If I Had Your Face shows an unseen side of Korean culture | Literary Arts | Pittsburgh | Pittsburgh City Paper

If I Had Your Face shows an unseen side of Korean culture

click to enlarge Frances Cha - PHOTO: ILLOOZ
Photo: ILLOOZ
Frances Cha
There's a line in Frances Cha's debut novel If I Had Your Face that speaks to the release as a whole, without having much to do with the plot: "In New York, you can talk to anyone about anything at any time and have a conversation so long you'll fall a little bit in love with that person, and then never see them again."

It's spoken during a conversation between one of the main characters, Ara, and a friend, Miho, while discussing the differences between relationships in America and Korea. The exchange is emblematic of how If I Had Your Face, out now via Ballantine Books, allows those unfamiliar with modern Korea to get a peek into Korean culture. And all the while the reader gets a glimpse into the lives of the four main characters, maybe falling a little bit in love before the story ends abruptly. Cha drops you off in the middle of their existence, then pulls you back out before their difficult situations and unpleasant experiences are resolved.

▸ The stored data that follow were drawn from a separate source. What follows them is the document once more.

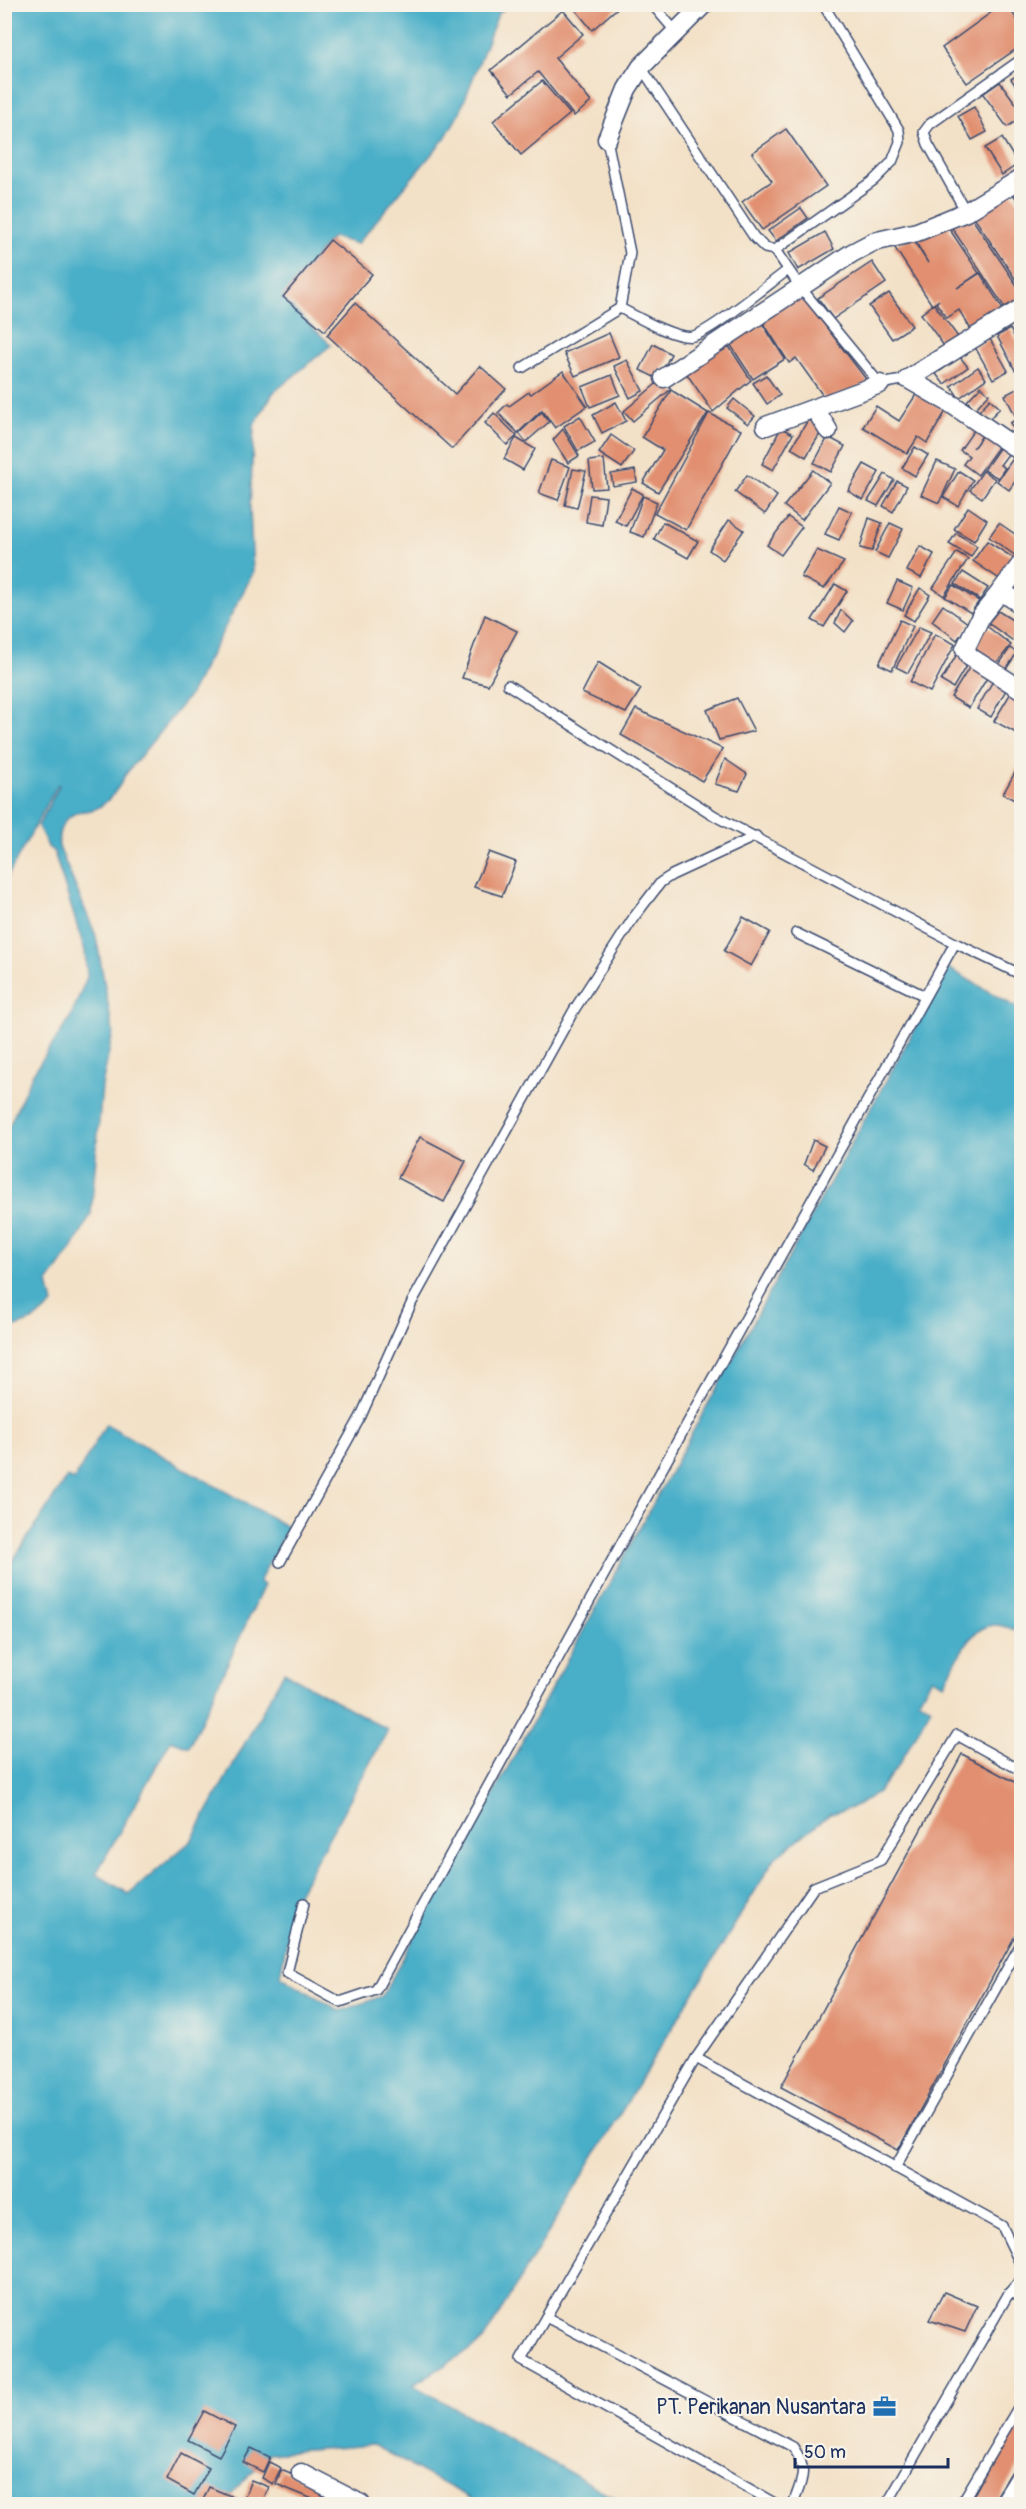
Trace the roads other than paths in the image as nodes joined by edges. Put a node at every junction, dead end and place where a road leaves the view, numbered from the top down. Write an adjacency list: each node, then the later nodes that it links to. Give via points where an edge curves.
1 (652, 4): 4 (lane)
2 (704, 4): 4 (street)
3 (823, 4): 10 (lane, via 898,130 900,142 892,162 874,180)
4 (676, 32): 6 (street)
5 (1022, 59): 9 (lane, via 924,132)
6 (641, 66): 7 (street, via 627,89); 10 (lane, via 754,237 765,248)
7 (608, 139): 13 (lane, via 630,253)
8 (1022, 178): 9 (street)
9 (966, 212): 12 (street, via 917,232 873,242)
10 (775, 250): 11 (lane)
11 (788, 270): 12 (lane); 13 (lane, via 693,336 678,335)
12 (801, 288): 16 (street); 18 (lane)
13 (620, 308): 15 (lane)
14 (1022, 308): 17 (street)
15 (522, 368)
16 (664, 378)
17 (908, 379): 18 (lane); 22 (street)
18 (880, 384): 19 (street)
19 (815, 409): 20 (street); 21 (street)
20 (766, 426)
21 (828, 430)
22 (1022, 452)
23 (1022, 563): 24 (street)
24 (1001, 591): 25 (street); 27 (street, via 981,616 964,649 970,657)
25 (1022, 605)
26 (508, 685): 28 (lane, via 715,816)
27 (1022, 690)
28 (756, 837): 30 (lane); 33 (lane, via 661,882 634,917 574,1010 412,1302 361,1416)
29 (796, 933): 32 (lane)
30 (955, 943): 31 (lane); 32 (lane)
31 (1022, 975)
32 (925, 996): 35 (lane, via 376,1990 340,2002 287,1972)
33 (280, 1562)
34 (1022, 1771): 37 (lane, via 957,1735 881,1860 814,1887)
35 (303, 1903)
36 (1022, 1942): 38 (lane)
37 (696, 2058): 38 (lane); 43 (lane)
38 (895, 2168): 39 (lane, via 1002,2226)
39 (1022, 2267)
40 (1022, 2278): 41 (lane)
41 (1009, 2293): 42 (lane); 49 (lane)
42 (1022, 2295)
43 (546, 2317): 47 (lane, via 521,2360); 48 (lane, via 793,2447 804,2473)
44 (1022, 2401): 50 (lane)
45 (301, 2473): 46 (street)
46 (361, 2505)
47 (776, 2505)
48 (793, 2505)
49 (887, 2505)
50 (961, 2505)

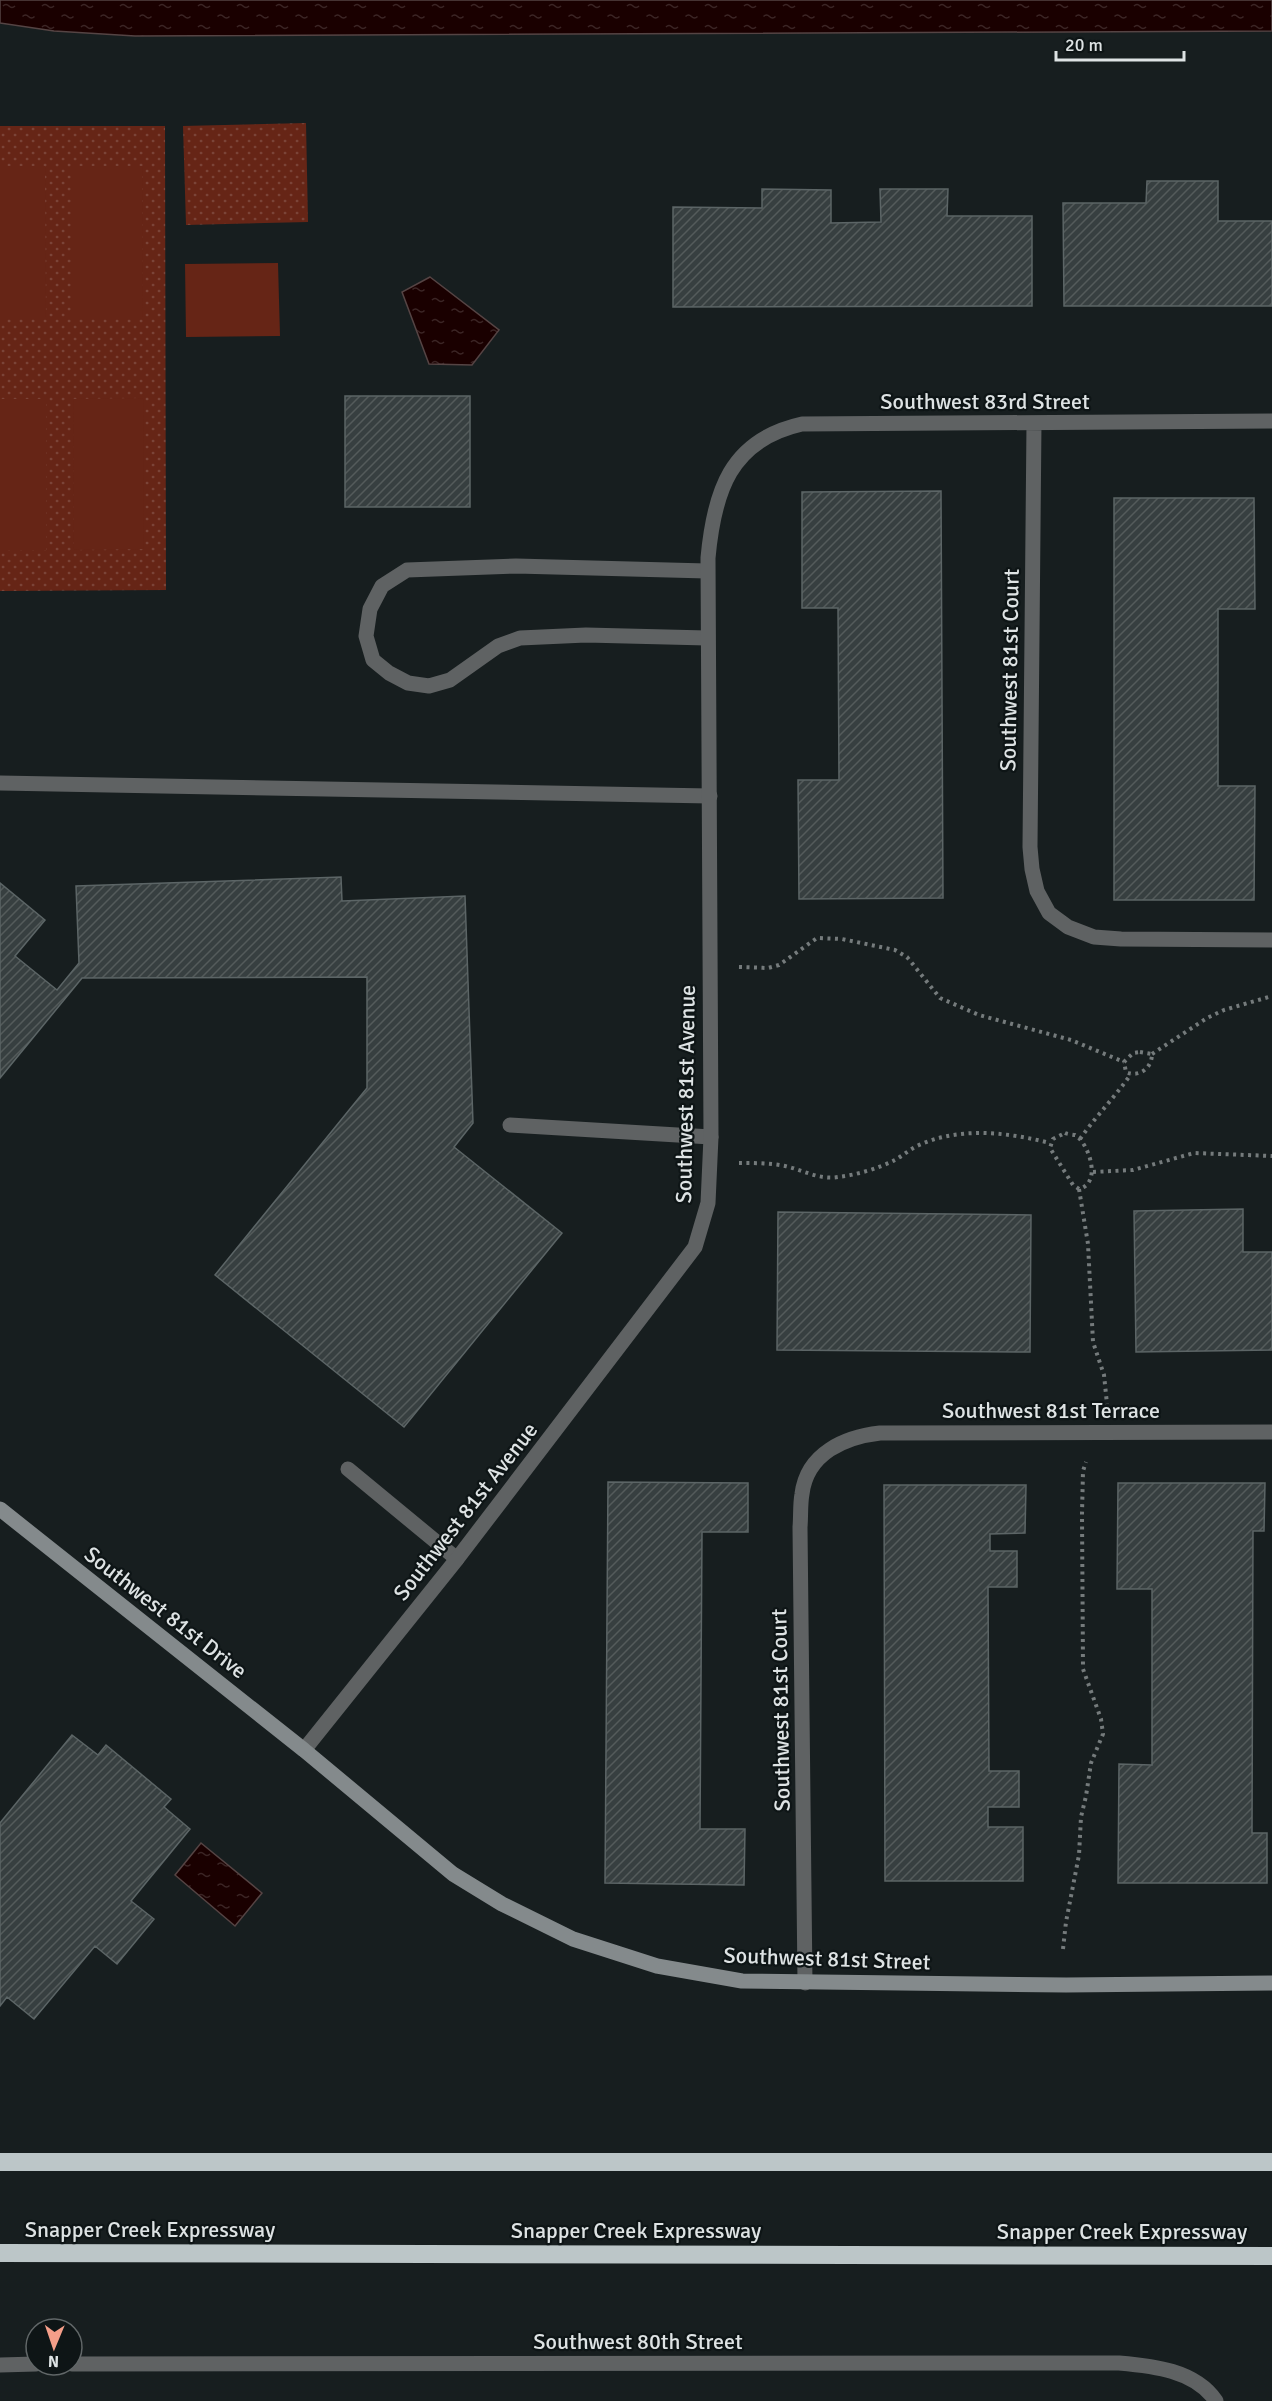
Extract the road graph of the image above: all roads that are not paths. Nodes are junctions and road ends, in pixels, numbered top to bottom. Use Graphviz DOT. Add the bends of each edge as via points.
graph roads {
  1 [pos="1272,421"];
  2 [pos="1034,423"];
  3 [pos="724,486"];
  4 [pos="707,570"];
  5 [pos="707,638"];
  6 [pos="0,783"];
  7 [pos="710,796"];
  8 [pos="1272,940"];
  9 [pos="510,1125"];
  10 [pos="711,1137"];
  11 [pos="1272,1432"];
  12 [pos="832,1446"];
  13 [pos="348,1469"];
  14 [pos="0,1509"];
  15 [pos="457,1559"];
  16 [pos="304,1750"];
  17 [pos="805,1983"];
  18 [pos="1272,1983"];
  19 [pos="0,2162"];
  20 [pos="1272,2162"];
  21 [pos="0,2253"];
  22 [pos="1272,2256"];
  23 [pos="0,2364"];
  24 [pos="24,2364"];
  25 [pos="84,2364"];
  26 [pos="1216,2401"];
  1 -- 2 [label="street, Southwest 83rd Street"];
  2 -- 3 [label="street, Southwest 83rd Street" via="802,424 780,429 746,450"];
  2 -- 8 [label="street, Southwest 81st Court" via="1030,847 1037,891 1049,913 1068,927 1094,937"];
  3 -- 4 [label="street, Southwest 81st Avenue" via="712,519"];
  4 -- 5 [label="street, Southwest 81st Avenue"];
  4 -- 5 [label="street" via="516,566 407,570 382,586 370,609 366,636 373,660 388,673 408,683 429,686 450,680 498,646 520,638 586,635"];
  5 -- 7 [label="street, Southwest 81st Avenue"];
  6 -- 7 [label="street"];
  7 -- 10 [label="street, Southwest 81st Avenue"];
  9 -- 10 [label="street"];
  10 -- 15 [label="street, Southwest 81st Avenue" via="708,1203 695,1247"];
  11 -- 12 [label="street, Southwest 81st Terrace" via="880,1433"];
  12 -- 17 [label="street, Southwest 81st Court" via="812,1468 802,1492"];
  13 -- 15 [label="street"];
  14 -- 16 [label="street, Southwest 81st Drive"];
  15 -- 16 [label="street, Southwest 81st Avenue"];
  16 -- 17 [label="street, Southwest 81st Street" via="453,1874 548,1929 597,1948 677,1970 742,1981"];
  17 -- 18 [label="street, Southwest 81st Street"];
  19 -- 20 [label="highway"];
  21 -- 22 [label="highway, Snapper Creek Expressway"];
  23 -- 24 [label="street"];
  25 -- 26 [label="street, Southwest 80th Street" via="1119,2363 1166,2369 1200,2385"];
}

Besides Ara, a mute hairdresser who is obsessed with a K-pop star, there's Kyuri, a top-tier room salon worker who has had numerous cosmetic surgeries to try and meet Korea's extremely high beauty standards. Kyuri's roommate, the previously mentioned Miho, is an orphaned artist who went to school in New York City and is dating a rich heir. Finally, there's Wonna, a newlywed trying to have a baby while struggling to make ends meet. The single thread that draws the four women together is their living situation. They all live in the same apartment building  or officetel  in Seoul.

While the reader doesn't leave If I Had Your Face with a cut-and-dry conclusion, they will walk away with insight into a Korea that is not often portrayed in Western media. The unspoken popularity room salons. The pressure to wed. The declining birth rates. The fixation on image and class. The wealth disparity. And the motivation behind plastic surgery, not for vanity, but for a chance for a better life. Beauty can bring you power, love, and a better career, if only you had a different face.